EXTRACTED MATERIAL >>
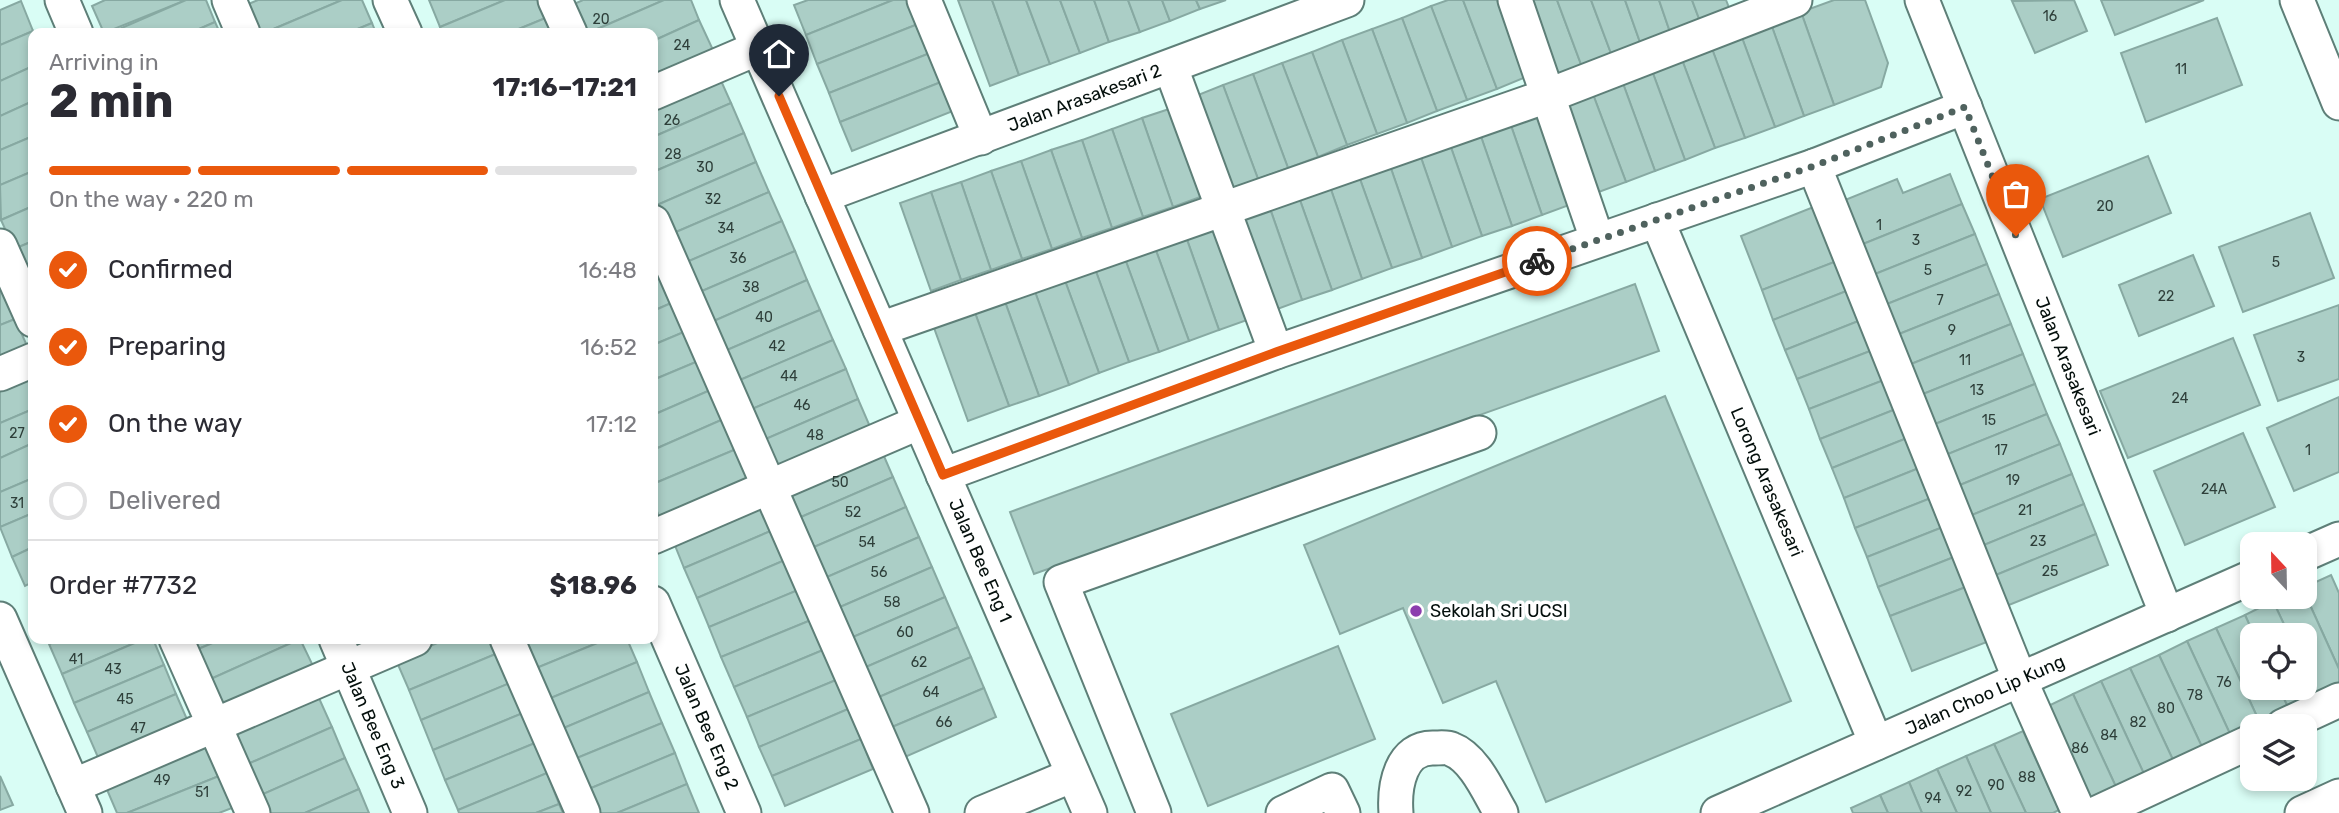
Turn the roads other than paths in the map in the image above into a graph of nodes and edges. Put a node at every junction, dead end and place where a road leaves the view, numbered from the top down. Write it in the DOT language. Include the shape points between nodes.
graph roads {
  1 [pos="62,0"];
  2 [pos="229,0"];
  3 [pos="390,0"];
  4 [pos="555,0"];
  5 [pos="737,0"];
  6 [pos="925,0"];
  7 [pos="1347,0"];
  8 [pos="1514,0"];
  9 [pos="1796,0"];
  10 [pos="1922,0"];
  11 [pos="2297,0"];
  12 [pos="74,28"];
  13 [pos="241,28"];
  14 [pos="403,28"];
  15 [pos="568,28"];
  16 [pos="758,48"];
  17 [pos="1171,68"];
  18 [pos="658,91"];
  19 [pos="1547,96"];
  20 [pos="2339,103"];
  21 [pos="1965,107"];
  22 [pos="981,138"];
  23 [pos="1814,166"];
  24 [pos="822,196"];
  25 [pos="1223,206"];
  26 [pos="1657,220"];
  27 [pos="658,233"];
  28 [pos="1597,239"];
  29 [pos="0,246"];
  30 [pos="28,309"];
  31 [pos="880,329"];
  32 [pos="1276,352"];
  33 [pos="28,362"];
  34 [pos="0,374"];
  35 [pos="920,422"];
  36 [pos="1479,433"];
  37 [pos="943,475"];
  38 [pos="769,487"];
  39 [pos="658,535"];
  40 [pos="2339,539"];
  41 [pos="2317,549"];
  42 [pos="2240,583"];
  43 [pos="658,615"];
  44 [pos="2167,615"];
  45 [pos="0,619"];
  46 [pos="178,644"];
  47 [pos="389,644"];
  48 [pos="509,644"];
  49 [pos="342,653"];
  50 [pos="2020,680"];
  51 [pos="2339,700"];
  52 [pos="2309,714"];
  53 [pos="214,725"];
  54 [pos="1876,743"];
  55 [pos="2240,747"];
  56 [pos="1073,775"];
  57 [pos="2339,796"];
  58 [pos="79,799"];
  59 [pos="253,813"];
  60 [pos="410,813"];
  61 [pos="583,813"];
  62 [pos="744,813"];
  63 [pos="912,813"];
  64 [pos="982,813"];
  65 [pos="1090,813"];
  66 [pos="1153,813"];
  67 [pos="1283,813"];
  68 [pos="1343,813"];
  69 [pos="1396,813"];
  70 [pos="1502,813"];
  71 [pos="1718,813"];
  72 [pos="2079,813"];
  73 [pos="2097,813"];
  74 [pos="2302,813"];
  1 -- 12 [label="street"];
  2 -- 13 [label="street"];
  3 -- 14 [label="street"];
  4 -- 15 [label="street"];
  5 -- 16 [label="street, Jalan Bee Eng 1"];
  6 -- 22 [label="street"];
  7 -- 17 [label="street, Jalan Arasakesari 2"];
  8 -- 19 [label="street"];
  9 -- 19 [label="street"];
  10 -- 21 [label="street, Jalan Arasakesari"];
  11 -- 20 [label="street"];
  16 -- 18 [label="street"];
  16 -- 24 [label="street, Jalan Bee Eng 1"];
  17 -- 22 [label="street, Jalan Arasakesari 2"];
  17 -- 25 [label="street"];
  19 -- 25 [label="street"];
  19 -- 28 [label="street"];
  21 -- 23 [label="street"];
  21 -- 44 [label="street, Jalan Arasakesari"];
  22 -- 24 [label="street, Jalan Arasakesari 2"];
  23 -- 26 [label="street"];
  23 -- 50 [label="street"];
  24 -- 31 [label="street, Jalan Bee Eng 1"];
  25 -- 31 [label="street"];
  25 -- 32 [label="street"];
  26 -- 28 [label="street"];
  26 -- 54 [label="street, Lorong Arasakesari"];
  27 -- 38 [label="street"];
  28 -- 32 [label="street"];
  29 -- 30 [label="street"];
  31 -- 35 [label="street, Jalan Bee Eng 1"];
  32 -- 37 [label="street"];
  33 -- 34 [label="street"];
  35 -- 37 [label="street, Jalan Bee Eng 1"];
  35 -- 38 [label="street"];
  36 -- 66 [label="street" via="1061,582"];
  37 -- 56 [label="street, Jalan Bee Eng 1"];
  38 -- 39 [label="street"];
  38 -- 63 [label="street"];
  40 -- 41 [label="street"];
  42 -- 44 [label="street, Jalan Choo Lip Kung"];
  43 -- 62 [label="street, Jalan Bee Eng 2"];
  44 -- 50 [label="street, Jalan Choo Lip Kung"];
  45 -- 58 [label="street"];
  46 -- 53 [label="street"];
  47 -- 49 [label="street"];
  48 -- 61 [label="street"];
  49 -- 53 [label="street"];
  49 -- 60 [label="street, Jalan Bee Eng 3"];
  50 -- 54 [label="street, Jalan Choo Lip Kung"];
  50 -- 72 [label="street"];
  51 -- 52 [label="street"];
  53 -- 58 [label="street"];
  53 -- 59 [label="street"];
  54 -- 71 [label="street, Jalan Choo Lip Kung"];
  55 -- 73 [label="street"];
  56 -- 64 [label="street"];
  56 -- 65 [label="street, Jalan Bee Eng 1"];
  57 -- 74 [label="street"];
  67 -- 68 [label="street" via="1332,790"];
  69 -- 70 [label="street" via="1394,789 1405,761 1424,747 1451,749 1473,767"];
}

ACTIVITY >> Output every record verbatim, skipping images.

WRITTEN SOLUTION >>
Turn the roads other than paths in the map in the image above into a graph of nodes and edges. Put a node at every junction, dead end and place where a road leaves the view, numbered from the top down. Write it in the DOT language. Include the shape points between nodes.
graph roads {
  1 [pos="62,0"];
  2 [pos="229,0"];
  3 [pos="390,0"];
  4 [pos="555,0"];
  5 [pos="737,0"];
  6 [pos="925,0"];
  7 [pos="1347,0"];
  8 [pos="1514,0"];
  9 [pos="1796,0"];
  10 [pos="1922,0"];
  11 [pos="2297,0"];
  12 [pos="74,28"];
  13 [pos="241,28"];
  14 [pos="403,28"];
  15 [pos="568,28"];
  16 [pos="758,48"];
  17 [pos="1171,68"];
  18 [pos="658,91"];
  19 [pos="1547,96"];
  20 [pos="2339,103"];
  21 [pos="1965,107"];
  22 [pos="981,138"];
  23 [pos="1814,166"];
  24 [pos="822,196"];
  25 [pos="1223,206"];
  26 [pos="1657,220"];
  27 [pos="658,233"];
  28 [pos="1597,239"];
  29 [pos="0,246"];
  30 [pos="28,309"];
  31 [pos="880,329"];
  32 [pos="1276,352"];
  33 [pos="28,362"];
  34 [pos="0,374"];
  35 [pos="920,422"];
  36 [pos="1479,433"];
  37 [pos="943,475"];
  38 [pos="769,487"];
  39 [pos="658,535"];
  40 [pos="2339,539"];
  41 [pos="2317,549"];
  42 [pos="2240,583"];
  43 [pos="658,615"];
  44 [pos="2167,615"];
  45 [pos="0,619"];
  46 [pos="178,644"];
  47 [pos="389,644"];
  48 [pos="509,644"];
  49 [pos="342,653"];
  50 [pos="2020,680"];
  51 [pos="2339,700"];
  52 [pos="2309,714"];
  53 [pos="214,725"];
  54 [pos="1876,743"];
  55 [pos="2240,747"];
  56 [pos="1073,775"];
  57 [pos="2339,796"];
  58 [pos="79,799"];
  59 [pos="253,813"];
  60 [pos="410,813"];
  61 [pos="583,813"];
  62 [pos="744,813"];
  63 [pos="912,813"];
  64 [pos="982,813"];
  65 [pos="1090,813"];
  66 [pos="1153,813"];
  67 [pos="1283,813"];
  68 [pos="1343,813"];
  69 [pos="1396,813"];
  70 [pos="1502,813"];
  71 [pos="1718,813"];
  72 [pos="2079,813"];
  73 [pos="2097,813"];
  74 [pos="2302,813"];
  1 -- 12 [label="street"];
  2 -- 13 [label="street"];
  3 -- 14 [label="street"];
  4 -- 15 [label="street"];
  5 -- 16 [label="street, Jalan Bee Eng 1"];
  6 -- 22 [label="street"];
  7 -- 17 [label="street, Jalan Arasakesari 2"];
  8 -- 19 [label="street"];
  9 -- 19 [label="street"];
  10 -- 21 [label="street, Jalan Arasakesari"];
  11 -- 20 [label="street"];
  16 -- 18 [label="street"];
  16 -- 24 [label="street, Jalan Bee Eng 1"];
  17 -- 22 [label="street, Jalan Arasakesari 2"];
  17 -- 25 [label="street"];
  19 -- 25 [label="street"];
  19 -- 28 [label="street"];
  21 -- 23 [label="street"];
  21 -- 44 [label="street, Jalan Arasakesari"];
  22 -- 24 [label="street, Jalan Arasakesari 2"];
  23 -- 26 [label="street"];
  23 -- 50 [label="street"];
  24 -- 31 [label="street, Jalan Bee Eng 1"];
  25 -- 31 [label="street"];
  25 -- 32 [label="street"];
  26 -- 28 [label="street"];
  26 -- 54 [label="street, Lorong Arasakesari"];
  27 -- 38 [label="street"];
  28 -- 32 [label="street"];
  29 -- 30 [label="street"];
  31 -- 35 [label="street, Jalan Bee Eng 1"];
  32 -- 37 [label="street"];
  33 -- 34 [label="street"];
  35 -- 37 [label="street, Jalan Bee Eng 1"];
  35 -- 38 [label="street"];
  36 -- 66 [label="street" via="1061,582"];
  37 -- 56 [label="street, Jalan Bee Eng 1"];
  38 -- 39 [label="street"];
  38 -- 63 [label="street"];
  40 -- 41 [label="street"];
  42 -- 44 [label="street, Jalan Choo Lip Kung"];
  43 -- 62 [label="street, Jalan Bee Eng 2"];
  44 -- 50 [label="street, Jalan Choo Lip Kung"];
  45 -- 58 [label="street"];
  46 -- 53 [label="street"];
  47 -- 49 [label="street"];
  48 -- 61 [label="street"];
  49 -- 53 [label="street"];
  49 -- 60 [label="street, Jalan Bee Eng 3"];
  50 -- 54 [label="street, Jalan Choo Lip Kung"];
  50 -- 72 [label="street"];
  51 -- 52 [label="street"];
  53 -- 58 [label="street"];
  53 -- 59 [label="street"];
  54 -- 71 [label="street, Jalan Choo Lip Kung"];
  55 -- 73 [label="street"];
  56 -- 64 [label="street"];
  56 -- 65 [label="street, Jalan Bee Eng 1"];
  57 -- 74 [label="street"];
  67 -- 68 [label="street" via="1332,790"];
  69 -- 70 [label="street" via="1394,789 1405,761 1424,747 1451,749 1473,767"];
}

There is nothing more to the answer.